The Trans-Saturnian Ship
Approaching Dawn, a goliath of a vessel that once served as a freight hauler between the moons of Saturn. Ten years past, it was purchased by
Distant Sun Transports and retrofitted into something of a luxury liner. Nothing too fancy, of course. Its hull speckled with decades of minor impacts, more than two-thirds its paint chipped away, and the aged displacement drive groaning far too loudly upon entering atmosphere, it was neither a pretty sight nor a pleasant noise at any port. Still, though, the relic meant something to someone. Enough that DST was willing to save it from decommissioning, where it'd no doubt be tossed into the ship graveyard of Tethys.
It was cheap, though.
Definitely cheap. And, at the very least, a whole team of designers spent a solid year sprucing up the insides, making it nice and pretty and full of mediocre, yet nice-looking accommodations. Mid-shelf fineries and all the sort. Well lit spaces and well kept rooms, a couple of heated pools, even a small casino. For the younger generations, it was a fairly cheap getaway--one that could even take you someplace else. Someplace
new. Not a lot of folks off Titan ever got to see other worlds.
Oftentimes the older generations, on the other hand, paid the travel fare for the historic experience. Part of DST's purchase included related materials to the
Dawn, all of which wound up stuffed into a big museum where old miners used to keep their haul. A museum to an older era, when huge ships were thrown together quick, when men, women, and machines risked life and limb to scrounge for as many raw materials in Saturn's rings to carry a myriad of fledgling colonization projects.

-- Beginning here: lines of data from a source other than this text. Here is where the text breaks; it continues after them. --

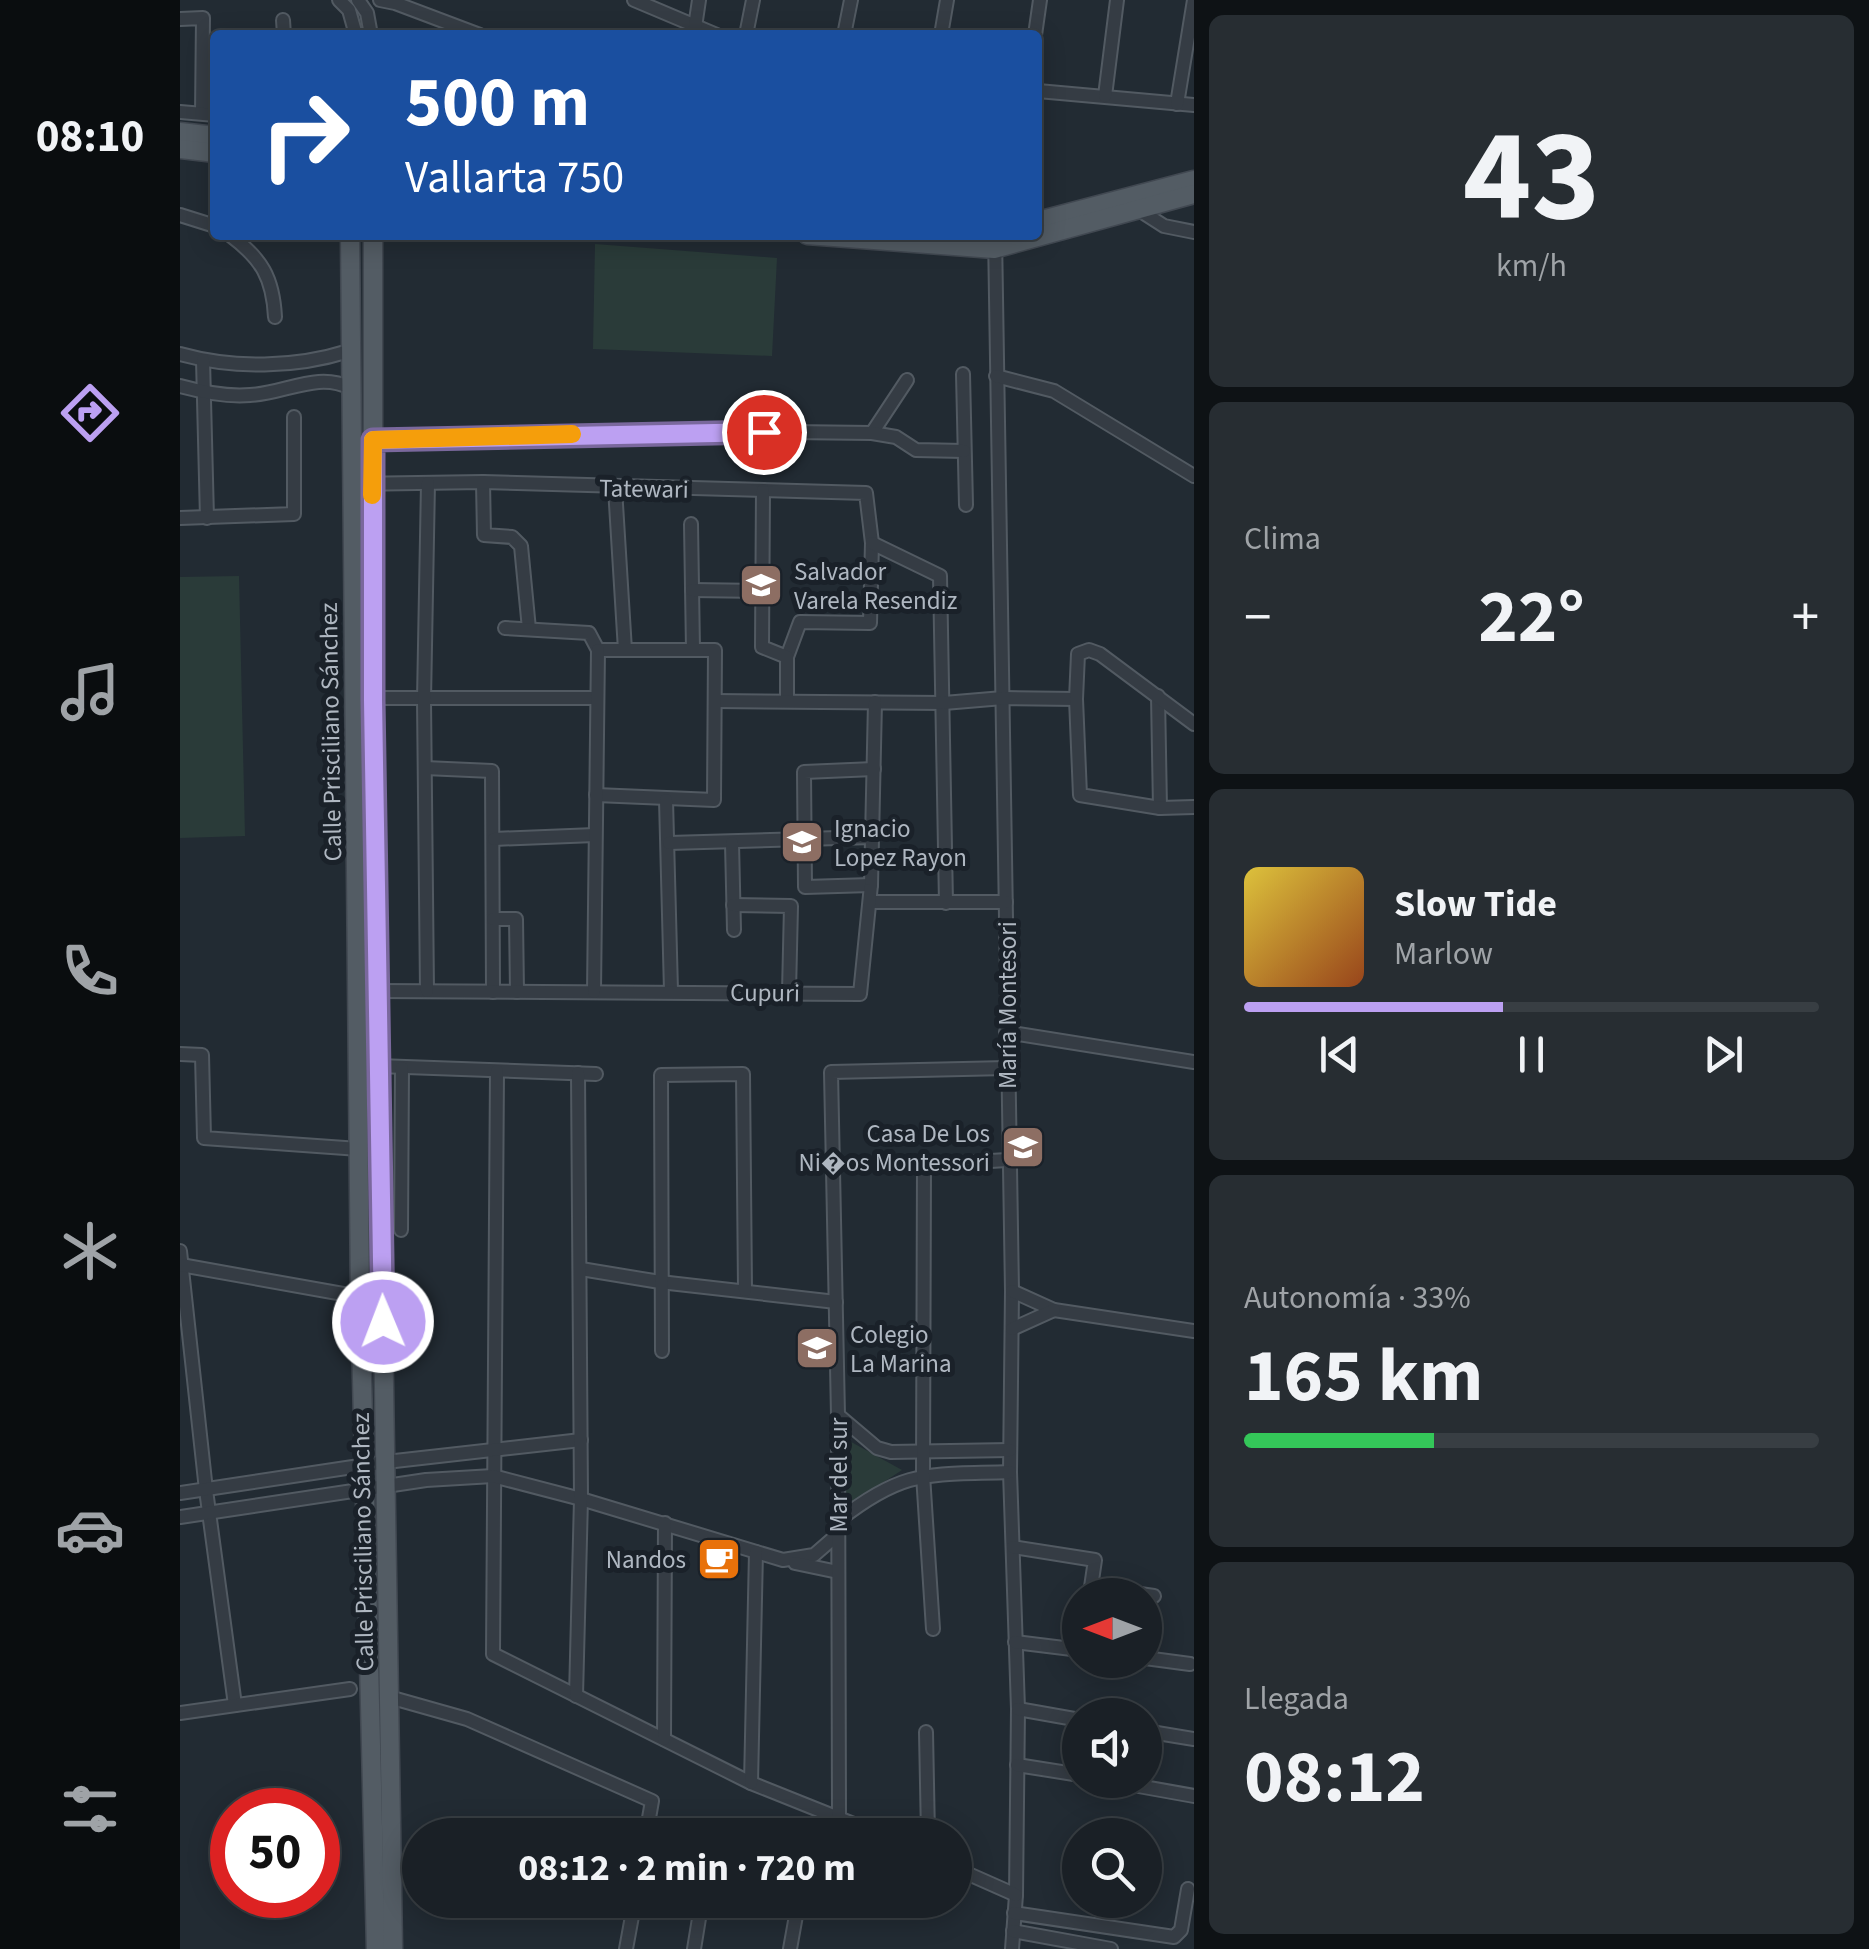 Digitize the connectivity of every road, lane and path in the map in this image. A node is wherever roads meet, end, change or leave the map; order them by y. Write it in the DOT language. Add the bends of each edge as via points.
graph roads {
  1 [pos="340,0"];
  2 [pos="358,0"];
  3 [pos="380,0"];
  4 [pos="634,0"];
  5 [pos="699,0"];
  6 [pos="753,0"];
  7 [pos="851,0"];
  8 [pos="947,0"];
  9 [pos="1040,0"];
  10 [pos="1117,0"];
  11 [pos="1194,0"];
  12 [pos="180,19"];
  13 [pos="695,27"];
  14 [pos="355,30"];
  15 [pos="370,30"];
  16 [pos="467,30"];
  17 [pos="703,30"];
  18 [pos="747,30"];
  19 [pos="845,30"];
  20 [pos="942,30"];
  21 [pos="1036,30"];
  22 [pos="1042,91"];
  23 [pos="1105,96"];
  24 [pos="1177,104"];
  25 [pos="1194,105"];
  26 [pos="180,112"];
  27 [pos="208,114"];
  28 [pos="180,132"];
  29 [pos="210,135"];
  30 [pos="180,149"];
  31 [pos="210,152"];
  32 [pos="1194,180"];
  33 [pos="1194,194"];
  34 [pos="1136,208"];
  35 [pos="180,214"];
  36 [pos="1042,220"];
  37 [pos="210,224"];
  38 [pos="1042,231"];
  39 [pos="1194,232"];
  40 [pos="236,240"];
  41 [pos="350,240"];
  42 [pos="373,240"];
  43 [pos="941,240"];
  44 [pos="995,242"];
  45 [pos="275,318"];
  46 [pos="349,350"];
  47 [pos="180,354"];
  48 [pos="202,360"];
  49 [pos="281,362"];
  50 [pos="963,374"];
  51 [pos="996,376"];
  52 [pos="906,380"];
  53 [pos="180,386"];
  54 [pos="283,388"];
  55 [pos="350,388"];
  56 [pos="203,392"];
  57 [pos="294,417"];
  58 [pos="872,433"];
  59 [pos="351,440"];
  60 [pos="373,440"];
  61 [pos="964,451"];
  62 [pos="1194,476"];
  63 [pos="483,482"];
  64 [pos="428,483"];
  65 [pos="352,484"];
  66 [pos="372,484"];
  67 [pos="615,488"];
  68 [pos="764,490"];
  69 [pos="966,505"];
  70 [pos="180,518"];
  71 [pos="207,518"];
  72 [pos="691,524"];
  73 [pos="872,543"];
  74 [pos="692,590"];
  75 [pos="762,591"];
  76 [pos="505,628"];
  77 [pos="529,630"];
  78 [pos="598,650"];
  79 [pos="625,650"];
  80 [pos="694,650"];
  81 [pos="787,658"];
  82 [pos="1158,696"];
  83 [pos="596,698"];
  84 [pos="1003,698"];
  85 [pos="363,699"];
  86 [pos="1076,699"];
  87 [pos="424,700"];
  88 [pos="715,701"];
  89 [pos="786,702"];
  90 [pos="875,702"];
  91 [pos="944,704"];
  92 [pos="1194,724"];
  93 [pos="426,768"];
  94 [pos="874,769"];
  95 [pos="596,795"];
  96 [pos="666,800"];
  97 [pos="1194,807"];
  98 [pos="1160,808"];
  99 [pos="594,836"];
  100 [pos="873,837"];
  101 [pos="494,839"];
  102 [pos="805,840"];
  103 [pos="669,842"];
  104 [pos="732,843"];
  105 [pos="871,885"];
  106 [pos="870,902"];
  107 [pos="1006,902"];
  108 [pos="946,903"];
  109 [pos="733,905"];
  110 [pos="493,919"];
  111 [pos="734,930"];
  112 [pos="376,990"];
  113 [pos="427,990"];
  114 [pos="671,991"];
  115 [pos="493,992"];
  116 [pos="516,992"];
  117 [pos="594,992"];
  118 [pos="789,992"];
  119 [pos="1006,1032"];
  120 [pos="180,1054"];
  121 [pos="1194,1062"];
  122 [pos="378,1066"];
  123 [pos="402,1068"];
  124 [pos="1007,1068"];
  125 [pos="497,1072"];
  126 [pos="578,1073"];
  127 [pos="596,1074"];
  128 [pos="358,1148"];
  129 [pos="1008,1160"];
  130 [pos="400,1230"];
  131 [pos="181,1258"];
  132 [pos="581,1268"];
  133 [pos="660,1282"];
  134 [pos="746,1290"];
  135 [pos="1012,1292"];
  136 [pos="360,1297"];
  137 [pos="836,1302"];
  138 [pos="1054,1310"];
  139 [pos="1012,1329"];
  140 [pos="1194,1331"];
  141 [pos="662,1351"];
  142 [pos="838,1415"];
  143 [pos="581,1440"];
  144 [pos="493,1450"];
  145 [pos="1010,1450"];
  146 [pos="923,1452"];
  147 [pos="386,1462"];
  148 [pos="363,1467"];
  149 [pos="1010,1472"];
  150 [pos="923,1475"];
  151 [pos="493,1476"];
  152 [pos="386,1486"];
  153 [pos="206,1490"];
  154 [pos="364,1490"];
  155 [pos="180,1493"];
  156 [pos="581,1498"];
  157 [pos="210,1513"];
  158 [pos="180,1517"];
  159 [pos="665,1523"];
  160 [pos="838,1528"];
  161 [pos="1013,1547"];
  162 [pos="756,1552"];
  163 [pos="783,1560"];
  164 [pos="838,1572"];
  165 [pos="1092,1578"];
  166 [pos="933,1630"];
  167 [pos="1015,1642"];
  168 [pos="1062,1648"];
  169 [pos="1162,1660"];
  170 [pos="1190,1664"];
  171 [pos="350,1689"];
  172 [pos="576,1696"];
  173 [pos="390,1697"];
  174 [pos="235,1705"];
  175 [pos="1018,1709"];
  176 [pos="180,1713"];
  177 [pos="1062,1717"];
  178 [pos="926,1732"];
  179 [pos="1162,1734"];
  180 [pos="664,1739"];
  181 [pos="1194,1739"];
  182 [pos="1018,1765"];
  183 [pos="1062,1773"];
  184 [pos="751,1783"];
  185 [pos="1162,1790"];
  186 [pos="1194,1796"];
  187 [pos="840,1817"];
  188 [pos="649,1818"];
  189 [pos="928,1818"];
  190 [pos="972,1875"];
  191 [pos="1188,1889"];
  192 [pos="1016,1894"];
  193 [pos="1014,1913"];
  194 [pos="632,1918"];
  195 [pos="699,1918"];
  196 [pos="796,1918"];
  197 [pos="1013,1931"];
  198 [pos="376,1949"];
  199 [pos="393,1949"];
  200 [pos="626,1949"];
  201 [pos="694,1949"];
  202 [pos="790,1949"];
  203 [pos="1012,1949"];
  204 [pos="1111,1949"];
  1 -- 14 [label="street"];
  2 -- 15 [label="street"];
  3 -- 16 [label="street"];
  4 -- 13 [label="street"];
  5 -- 13 [label="street"];
  6 -- 18 [label="street"];
  7 -- 19 [label="street"];
  8 -- 20 [label="street"];
  9 -- 21 [label="street"];
  10 -- 23 [label="street"];
  11 -- 24 [label="street"];
  12 -- 27 [label="street" via="203,18"];
  13 -- 17 [label="street"];
  22 -- 23 [label="street"];
  23 -- 24 [label="street"];
  24 -- 25 [label="street"];
  26 -- 27 [label="street"];
  28 -- 29 [label="main road"];
  30 -- 31 [label="main road"];
  32 -- 36 [label="main road"];
  33 -- 34 [label="main road"];
  34 -- 38 [label="main road"];
  34 -- 39 [label="street" via="1164,226"];
  35 -- 37 [label="street"];
  40 -- 45 [label="street" via="266,271"];
  41 -- 46 [label="main road, Calle Prisciliano Sánchez"];
  42 -- 60 [label="main road, Calle Prisciliano Sánchez"];
  43 -- 44 [label="main road"];
  44 -- 51 [label="street, María Montesori"];
  46 -- 49 [label="street"];
  46 -- 55 [label="main road, Calle Prisciliano Sánchez"];
  47 -- 48 [label="street"];
  48 -- 49 [label="street"];
  48 -- 56 [label="street"];
  49 -- 54 [label="street"];
  50 -- 61 [label="street"];
  51 -- 62 [label="street" via="1054,391"];
  51 -- 84 [label="street, María Montesori"];
  52 -- 58 [label="street"];
  53 -- 56 [label="street"];
  54 -- 55 [label="street" via="323,381"];
  54 -- 56 [label="street" via="252,396"];
  55 -- 59 [label="main road, Calle Prisciliano Sánchez"];
  56 -- 71 [label="street"];
  57 -- 71 [label="street" via="294,514"];
  58 -- 60 [label="street"];
  58 -- 61 [label="street" via="916,450"];
  59 -- 60 [label="street"];
  59 -- 65 [label="main road, Calle Prisciliano Sánchez"];
  60 -- 66 [label="main road, Calle Prisciliano Sánchez"];
  61 -- 69 [label="street"];
  63 -- 64 [label="street, Tatewari"];
  63 -- 67 [label="street, Tatewari"];
  63 -- 77 [label="street" via="484,535 512,538 521,546"];
  64 -- 66 [label="street, Tatewari"];
  64 -- 87 [label="street"];
  65 -- 66 [label="street, Tatewari"];
  65 -- 85 [label="main road, Calle Prisciliano Sánchez"];
  66 -- 85 [label="main road, Calle Prisciliano Sánchez"];
  67 -- 68 [label="street, Tatewari"];
  67 -- 79 [label="street"];
  68 -- 73 [label="street, Tatewari" via="866,493"];
  68 -- 75 [label="street"];
  70 -- 71 [label="street"];
  72 -- 74 [label="street"];
  73 -- 81 [label="street, Tatewari" via="870,623 800,622"];
  73 -- 91 [label="street" via="940,576"];
  74 -- 75 [label="street"];
  74 -- 80 [label="street"];
  75 -- 81 [label="street" via="762,647"];
  76 -- 77 [label="street"];
  77 -- 78 [label="street" via="589,633"];
  78 -- 79 [label="street"];
  78 -- 83 [label="street"];
  79 -- 80 [label="street"];
  80 -- 88 [label="street" via="714,650"];
  81 -- 89 [label="street"];
  82 -- 86 [label="street" via="1089,650 1078,654"];
  82 -- 92 [label="street"];
  82 -- 98 [label="street"];
  83 -- 87 [label="street"];
  83 -- 95 [label="street"];
  84 -- 86 [label="street"];
  84 -- 91 [label="street"];
  84 -- 107 [label="street, María Montesori"];
  85 -- 87 [label="street"];
  85 -- 112 [label="main road, Calle Prisciliano Sánchez" via="378,907"];
  85 -- 128 [label="main road, Calle Prisciliano Sánchez"];
  86 -- 98 [label="street" via="1080,795"];
  87 -- 93 [label="street"];
  88 -- 89 [label="street"];
  88 -- 96 [label="street" via="714,800"];
  89 -- 90 [label="street"];
  90 -- 91 [label="street"];
  90 -- 94 [label="street, Cupuri"];
  91 -- 108 [label="street"];
  93 -- 101 [label="street" via="492,771"];
  93 -- 113 [label="street"];
  94 -- 100 [label="street, Cupuri"];
  94 -- 102 [label="street" via="804,772"];
  95 -- 96 [label="street"];
  95 -- 99 [label="street"];
  96 -- 103 [label="street"];
  97 -- 98 [label="street"];
  99 -- 101 [label="street"];
  99 -- 117 [label="street"];
  100 -- 102 [label="street"];
  100 -- 105 [label="street, Cupuri"];
  101 -- 110 [label="street"];
  102 -- 104 [label="street"];
  102 -- 105 [label="street" via="805,887"];
  103 -- 104 [label="street"];
  103 -- 114 [label="street"];
  104 -- 109 [label="street"];
  105 -- 106 [label="street, Cupuri"];
  106 -- 108 [label="street"];
  106 -- 118 [label="street, Cupuri" via="860,994"];
  107 -- 108 [label="street"];
  107 -- 119 [label="street, María Montesori"];
  109 -- 111 [label="street"];
  109 -- 118 [label="street" via="792,906"];
  110 -- 115 [label="street"];
  110 -- 116 [label="street" via="516,919"];
  112 -- 113 [label="street, Cupuri"];
  112 -- 122 [label="main road, Calle Prisciliano Sánchez"];
  113 -- 115 [label="street, Cupuri"];
  114 -- 117 [label="street, Cupuri"];
  114 -- 118 [label="street, Cupuri"];
  115 -- 116 [label="street, Cupuri"];
  116 -- 117 [label="street, Cupuri"];
  119 -- 121 [label="street"];
  119 -- 124 [label="street, María Montesori"];
  120 -- 128 [label="street" via="202,1055 204,1138"];
  122 -- 123 [label="street"];
  122 -- 147 [label="main road, Calle Prisciliano Sánchez"];
  123 -- 125 [label="street"];
  123 -- 130 [label="street"];
  124 -- 129 [label="street, María Montesori"];
  124 -- 137 [label="street, Mar del sur" via="831,1072"];
  125 -- 126 [label="street"];
  125 -- 144 [label="street"];
  126 -- 127 [label="street"];
  126 -- 132 [label="street"];
  128 -- 136 [label="main road, Calle Prisciliano Sánchez"];
  129 -- 135 [label="street, María Montesori"];
  129 -- 146 [label="street" via="924,1165"];
  131 -- 136 [label="street"];
  131 -- 153 [label="street"];
  132 -- 133 [label="street"];
  132 -- 143 [label="street"];
  133 -- 134 [label="street"];
  133 -- 134 [label="street" via="661,1074 744,1074"];
  133 -- 141 [label="street"];
  134 -- 137 [label="street"];
  135 -- 138 [label="street"];
  135 -- 139 [label="street, María Montesori"];
  136 -- 148 [label="main road, Calle Prisciliano Sánchez"];
  137 -- 142 [label="street, Mar del sur"];
  138 -- 139 [label="street"];
  138 -- 140 [label="street"];
  139 -- 145 [label="street, María Montesori"];
  142 -- 146 [label="street" via="878,1448"];
  142 -- 160 [label="street, Mar del sur"];
  143 -- 144 [label="street"];
  143 -- 156 [label="street"];
  144 -- 147 [label="street"];
  144 -- 151 [label="street"];
  145 -- 146 [label="street"];
  145 -- 149 [label="street, María Montesori"];
  146 -- 150 [label="street"];
  147 -- 148 [label="street"];
  147 -- 152 [label="main road, Calle Prisciliano Sánchez"];
  148 -- 153 [label="street"];
  148 -- 154 [label="main road, Calle Prisciliano Sánchez"];
  149 -- 150 [label="street"];
  149 -- 161 [label="street, María Montesori"];
  150 -- 160 [label="street" via="878,1492"];
  150 -- 166 [label="street"];
  151 -- 152 [label="street"];
  151 -- 156 [label="street"];
  151 -- 172 [label="street" via="493,1654"];
  152 -- 154 [label="street"];
  152 -- 173 [label="main road, Calle Prisciliano Sánchez"];
  153 -- 155 [label="street"];
  153 -- 157 [label="street"];
  154 -- 157 [label="street"];
  154 -- 198 [label="main road, Calle Prisciliano Sánchez"];
  156 -- 159 [label="street"];
  156 -- 172 [label="street"];
  157 -- 158 [label="street"];
  157 -- 174 [label="street"];
  159 -- 162 [label="street"];
  159 -- 180 [label="street"];
  160 -- 163 [label="street" via="814,1555"];
  160 -- 164 [label="street, Mar del sur"];
  161 -- 165 [label="street" via="1094,1560"];
  161 -- 167 [label="street, María Montesori"];
  162 -- 163 [label="street"];
  162 -- 184 [label="street"];
  163 -- 164 [label="street"];
  164 -- 187 [label="street, Mar del sur"];
  167 -- 168 [label="street"];
  167 -- 175 [label="street, María Montesori"];
  169 -- 170 [label="street"];
  171 -- 174 [label="street"];
  172 -- 180 [label="street"];
  173 -- 188 [label="street" via="467,1719 652,1800"];
  173 -- 199 [label="main road, Calle Prisciliano Sánchez"];
  174 -- 176 [label="street"];
  175 -- 177 [label="street"];
  175 -- 182 [label="street, María Montesori"];
  178 -- 189 [label="street"];
  179 -- 181 [label="street"];
  180 -- 184 [label="street"];
  182 -- 183 [label="street"];
  182 -- 192 [label="street, María Montesori"];
  184 -- 187 [label="street"];
  185 -- 186 [label="street"];
  190 -- 192 [label="street"];
  191 -- 193 [label="street" via="1174,1937"];
  192 -- 193 [label="street, María Montesori"];
  193 -- 197 [label="street, María Montesori"];
  194 -- 200 [label="street"];
  195 -- 201 [label="street"];
  196 -- 202 [label="street"];
  197 -- 203 [label="street, María Montesori"];
  197 -- 204 [label="street"];
}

The Dawn catapulted itself through space, the beast looking more like a long rectangle with spiny bits for a backside (the vestiges of atmospheric thrusters, long before displacement drives could maneuver a ship through re-entry) than the curvy and intricate cruisers of the upper class.
Enceladus was the first stop. Not a lot of Enceladites looking for passage to Titan or Europa.
Thank God, thought Rickert g'Draal, captain of the
Approaching Dawn. Enceladites bothered him on an existential level. A constant reminder of science gone too far. Captain g'Draal, content with simplicities, preferred not to broach such subjects. He liked his lunch cold, his dinner hot, his smoke relaxing, and the nightly Tetherball broadcasts on the Net. He especially liked quiet hauls. He wasn't even born when the Dawn was revolutionizing stellar freight, and didn't much care for the daily history lessons from the museum. This was just a job. Nothing more.
Titan was the second stop. That, unfortunately, was when the quiet ended. The casino lit up and music drowned out his daily activities. They were finally en route to Jupiter's sphere by the time the captain stepped out of his cabin, looked down at the casino below his balcony, and watched the little dots of human life move about without him.
Just another trip. Just another routine trip.If only the good captain knew.
OOC: this thread is open for anyone to participate! Your characters are going to a moon of Jupiter's for some reason, and they chose a low-class luxury liner with a neat museum. Why is up to you! Also I am probably not going to be roleplaying Captain Nihilism here, I just wanted a quick viewpoint character. I'll play someone way more social than him.